(Saved data entries)
■ ■ ■ ■ ■ ■ ■

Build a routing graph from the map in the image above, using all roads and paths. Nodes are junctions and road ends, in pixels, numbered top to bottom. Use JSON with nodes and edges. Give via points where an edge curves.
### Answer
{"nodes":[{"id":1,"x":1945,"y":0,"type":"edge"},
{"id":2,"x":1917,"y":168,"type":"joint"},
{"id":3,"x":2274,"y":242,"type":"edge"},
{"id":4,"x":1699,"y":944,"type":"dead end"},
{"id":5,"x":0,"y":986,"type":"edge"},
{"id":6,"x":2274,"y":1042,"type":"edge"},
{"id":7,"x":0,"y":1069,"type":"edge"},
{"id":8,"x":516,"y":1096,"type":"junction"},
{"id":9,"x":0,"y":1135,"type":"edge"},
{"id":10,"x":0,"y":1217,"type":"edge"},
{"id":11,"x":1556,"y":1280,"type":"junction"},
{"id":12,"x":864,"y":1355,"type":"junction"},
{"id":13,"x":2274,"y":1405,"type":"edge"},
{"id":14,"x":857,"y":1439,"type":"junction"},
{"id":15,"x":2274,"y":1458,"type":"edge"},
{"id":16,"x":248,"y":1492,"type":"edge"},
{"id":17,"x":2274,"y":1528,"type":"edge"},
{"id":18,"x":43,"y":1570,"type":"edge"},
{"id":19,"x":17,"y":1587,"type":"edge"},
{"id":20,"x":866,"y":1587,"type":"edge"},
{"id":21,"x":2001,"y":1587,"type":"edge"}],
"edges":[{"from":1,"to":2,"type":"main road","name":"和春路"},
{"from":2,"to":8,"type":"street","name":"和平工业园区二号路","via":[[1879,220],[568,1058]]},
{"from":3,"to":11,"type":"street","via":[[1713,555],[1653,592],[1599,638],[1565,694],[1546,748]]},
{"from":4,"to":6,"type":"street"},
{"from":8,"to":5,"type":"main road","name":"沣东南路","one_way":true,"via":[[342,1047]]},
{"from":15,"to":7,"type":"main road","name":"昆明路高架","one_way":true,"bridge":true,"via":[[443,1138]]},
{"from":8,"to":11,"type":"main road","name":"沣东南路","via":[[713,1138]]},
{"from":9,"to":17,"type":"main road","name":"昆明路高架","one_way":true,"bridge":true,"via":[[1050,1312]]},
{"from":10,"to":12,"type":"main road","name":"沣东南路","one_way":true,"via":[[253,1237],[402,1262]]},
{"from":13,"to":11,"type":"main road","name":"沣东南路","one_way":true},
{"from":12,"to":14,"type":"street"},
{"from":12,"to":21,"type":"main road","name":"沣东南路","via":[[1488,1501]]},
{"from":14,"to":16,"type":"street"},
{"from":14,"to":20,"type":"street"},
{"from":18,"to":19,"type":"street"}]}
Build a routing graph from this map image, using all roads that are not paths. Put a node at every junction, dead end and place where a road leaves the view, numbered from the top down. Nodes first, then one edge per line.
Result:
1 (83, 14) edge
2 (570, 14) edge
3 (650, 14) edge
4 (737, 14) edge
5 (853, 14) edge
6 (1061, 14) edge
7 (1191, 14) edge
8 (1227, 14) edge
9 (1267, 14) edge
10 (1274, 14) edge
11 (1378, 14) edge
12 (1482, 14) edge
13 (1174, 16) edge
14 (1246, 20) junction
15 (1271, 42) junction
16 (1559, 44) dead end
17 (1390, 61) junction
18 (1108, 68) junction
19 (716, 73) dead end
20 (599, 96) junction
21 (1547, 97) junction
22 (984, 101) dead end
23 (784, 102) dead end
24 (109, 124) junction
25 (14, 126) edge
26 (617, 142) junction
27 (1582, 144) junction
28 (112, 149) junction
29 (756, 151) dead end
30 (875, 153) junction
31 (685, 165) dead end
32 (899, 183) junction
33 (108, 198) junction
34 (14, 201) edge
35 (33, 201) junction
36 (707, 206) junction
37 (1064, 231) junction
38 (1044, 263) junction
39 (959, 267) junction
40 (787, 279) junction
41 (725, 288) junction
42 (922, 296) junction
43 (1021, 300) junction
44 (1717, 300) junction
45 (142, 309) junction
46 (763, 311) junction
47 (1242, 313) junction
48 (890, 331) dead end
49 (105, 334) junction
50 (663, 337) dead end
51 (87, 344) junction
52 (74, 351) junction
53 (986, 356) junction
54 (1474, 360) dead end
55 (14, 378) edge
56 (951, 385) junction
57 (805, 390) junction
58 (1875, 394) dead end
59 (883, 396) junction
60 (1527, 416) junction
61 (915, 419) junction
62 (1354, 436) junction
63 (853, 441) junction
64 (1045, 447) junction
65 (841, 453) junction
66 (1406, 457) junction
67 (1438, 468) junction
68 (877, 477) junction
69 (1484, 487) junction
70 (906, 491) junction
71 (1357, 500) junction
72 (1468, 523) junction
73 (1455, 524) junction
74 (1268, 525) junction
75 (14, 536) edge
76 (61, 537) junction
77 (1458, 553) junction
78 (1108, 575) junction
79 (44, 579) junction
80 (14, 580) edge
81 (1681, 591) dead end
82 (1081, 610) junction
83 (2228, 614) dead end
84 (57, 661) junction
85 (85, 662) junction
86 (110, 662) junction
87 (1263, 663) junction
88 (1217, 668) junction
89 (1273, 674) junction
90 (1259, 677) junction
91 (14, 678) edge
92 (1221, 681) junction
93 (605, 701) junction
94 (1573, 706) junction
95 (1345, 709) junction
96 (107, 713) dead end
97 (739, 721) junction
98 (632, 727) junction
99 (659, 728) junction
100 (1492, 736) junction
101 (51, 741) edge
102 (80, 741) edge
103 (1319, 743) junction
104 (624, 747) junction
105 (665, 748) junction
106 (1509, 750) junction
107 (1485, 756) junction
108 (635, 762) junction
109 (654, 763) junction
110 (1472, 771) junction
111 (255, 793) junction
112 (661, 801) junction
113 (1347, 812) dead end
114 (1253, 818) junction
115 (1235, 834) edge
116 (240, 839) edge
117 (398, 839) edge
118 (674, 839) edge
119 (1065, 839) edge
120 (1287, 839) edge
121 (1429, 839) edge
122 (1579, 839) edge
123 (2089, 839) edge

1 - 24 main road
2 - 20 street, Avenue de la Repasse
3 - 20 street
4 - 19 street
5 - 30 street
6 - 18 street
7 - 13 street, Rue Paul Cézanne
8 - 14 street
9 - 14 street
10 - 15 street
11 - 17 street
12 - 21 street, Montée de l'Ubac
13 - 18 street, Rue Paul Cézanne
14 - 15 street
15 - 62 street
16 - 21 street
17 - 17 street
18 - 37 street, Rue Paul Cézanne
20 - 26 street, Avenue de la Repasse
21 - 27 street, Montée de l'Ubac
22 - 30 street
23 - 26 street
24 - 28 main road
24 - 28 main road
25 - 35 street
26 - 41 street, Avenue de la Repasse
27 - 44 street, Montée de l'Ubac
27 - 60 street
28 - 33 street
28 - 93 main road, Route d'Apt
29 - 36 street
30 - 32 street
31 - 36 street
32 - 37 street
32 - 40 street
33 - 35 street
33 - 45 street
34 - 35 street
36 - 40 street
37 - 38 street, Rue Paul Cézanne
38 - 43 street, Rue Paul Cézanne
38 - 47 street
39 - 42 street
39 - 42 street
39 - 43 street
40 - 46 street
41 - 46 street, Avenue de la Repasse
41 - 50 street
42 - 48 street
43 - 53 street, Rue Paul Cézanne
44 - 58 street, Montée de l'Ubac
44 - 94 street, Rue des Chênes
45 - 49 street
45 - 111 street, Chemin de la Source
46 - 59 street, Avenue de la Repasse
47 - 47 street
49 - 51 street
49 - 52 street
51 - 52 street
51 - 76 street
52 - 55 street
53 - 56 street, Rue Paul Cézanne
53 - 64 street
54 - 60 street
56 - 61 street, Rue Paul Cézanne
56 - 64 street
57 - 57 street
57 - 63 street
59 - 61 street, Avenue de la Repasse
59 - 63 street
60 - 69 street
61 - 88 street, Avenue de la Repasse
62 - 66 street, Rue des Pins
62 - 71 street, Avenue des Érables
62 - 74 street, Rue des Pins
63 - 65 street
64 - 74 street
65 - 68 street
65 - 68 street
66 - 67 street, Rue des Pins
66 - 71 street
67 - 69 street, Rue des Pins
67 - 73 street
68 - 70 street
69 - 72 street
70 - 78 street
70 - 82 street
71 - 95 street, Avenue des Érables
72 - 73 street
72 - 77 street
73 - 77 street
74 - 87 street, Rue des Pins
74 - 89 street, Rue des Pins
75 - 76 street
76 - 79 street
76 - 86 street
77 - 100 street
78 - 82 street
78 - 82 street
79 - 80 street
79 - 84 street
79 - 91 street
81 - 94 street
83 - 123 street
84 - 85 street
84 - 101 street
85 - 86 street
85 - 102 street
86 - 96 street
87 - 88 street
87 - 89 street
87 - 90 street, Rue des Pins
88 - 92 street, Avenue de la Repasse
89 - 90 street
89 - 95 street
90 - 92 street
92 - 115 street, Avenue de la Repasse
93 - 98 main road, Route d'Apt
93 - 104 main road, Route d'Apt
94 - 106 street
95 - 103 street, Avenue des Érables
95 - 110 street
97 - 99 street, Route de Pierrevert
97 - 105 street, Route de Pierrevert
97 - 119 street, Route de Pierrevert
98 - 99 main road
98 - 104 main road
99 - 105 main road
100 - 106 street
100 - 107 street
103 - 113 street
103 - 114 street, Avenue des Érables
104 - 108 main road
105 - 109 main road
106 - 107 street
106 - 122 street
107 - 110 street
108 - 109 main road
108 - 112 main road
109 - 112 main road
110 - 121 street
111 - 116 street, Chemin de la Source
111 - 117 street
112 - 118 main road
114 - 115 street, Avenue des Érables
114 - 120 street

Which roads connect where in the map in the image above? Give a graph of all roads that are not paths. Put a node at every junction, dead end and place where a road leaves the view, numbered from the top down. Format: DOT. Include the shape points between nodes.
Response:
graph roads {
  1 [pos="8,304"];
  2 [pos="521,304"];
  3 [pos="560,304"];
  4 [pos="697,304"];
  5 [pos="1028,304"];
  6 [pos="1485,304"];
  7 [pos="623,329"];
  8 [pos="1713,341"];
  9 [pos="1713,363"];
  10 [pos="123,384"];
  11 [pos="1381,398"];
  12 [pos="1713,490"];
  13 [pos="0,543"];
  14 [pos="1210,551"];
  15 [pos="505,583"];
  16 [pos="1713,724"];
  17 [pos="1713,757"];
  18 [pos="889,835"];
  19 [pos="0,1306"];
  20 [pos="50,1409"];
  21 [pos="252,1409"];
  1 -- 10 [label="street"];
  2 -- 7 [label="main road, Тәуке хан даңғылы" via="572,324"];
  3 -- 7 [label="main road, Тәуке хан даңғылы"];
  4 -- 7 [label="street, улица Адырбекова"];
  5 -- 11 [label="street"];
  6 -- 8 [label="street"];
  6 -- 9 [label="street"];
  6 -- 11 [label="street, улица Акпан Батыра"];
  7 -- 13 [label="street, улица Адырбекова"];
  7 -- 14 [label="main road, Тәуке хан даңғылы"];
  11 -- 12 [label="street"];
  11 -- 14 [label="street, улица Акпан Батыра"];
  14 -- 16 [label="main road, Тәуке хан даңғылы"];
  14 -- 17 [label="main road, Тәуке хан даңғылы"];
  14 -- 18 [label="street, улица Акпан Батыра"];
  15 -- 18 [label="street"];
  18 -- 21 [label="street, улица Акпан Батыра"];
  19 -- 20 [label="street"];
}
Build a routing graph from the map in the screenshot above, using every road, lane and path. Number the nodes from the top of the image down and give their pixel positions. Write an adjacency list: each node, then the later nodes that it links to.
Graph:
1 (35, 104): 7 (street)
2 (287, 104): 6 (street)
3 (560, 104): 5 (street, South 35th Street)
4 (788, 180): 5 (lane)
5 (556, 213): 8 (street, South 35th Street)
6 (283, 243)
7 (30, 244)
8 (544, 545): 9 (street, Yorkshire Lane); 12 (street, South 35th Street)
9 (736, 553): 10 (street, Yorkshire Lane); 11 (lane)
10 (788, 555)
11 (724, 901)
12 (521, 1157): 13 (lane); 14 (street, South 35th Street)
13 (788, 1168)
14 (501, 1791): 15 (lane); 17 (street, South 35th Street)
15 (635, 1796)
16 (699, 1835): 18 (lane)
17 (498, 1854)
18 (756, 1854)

■ ■ ■ ■ ■ ■ ■

→ Exercise directions
Search the entries above for the string "Pierrevert". Copy each line in which it appears.

→ Answer to the problem
97 - 99 street, Route de Pierrevert
97 - 105 street, Route de Pierrevert
97 - 119 street, Route de Pierrevert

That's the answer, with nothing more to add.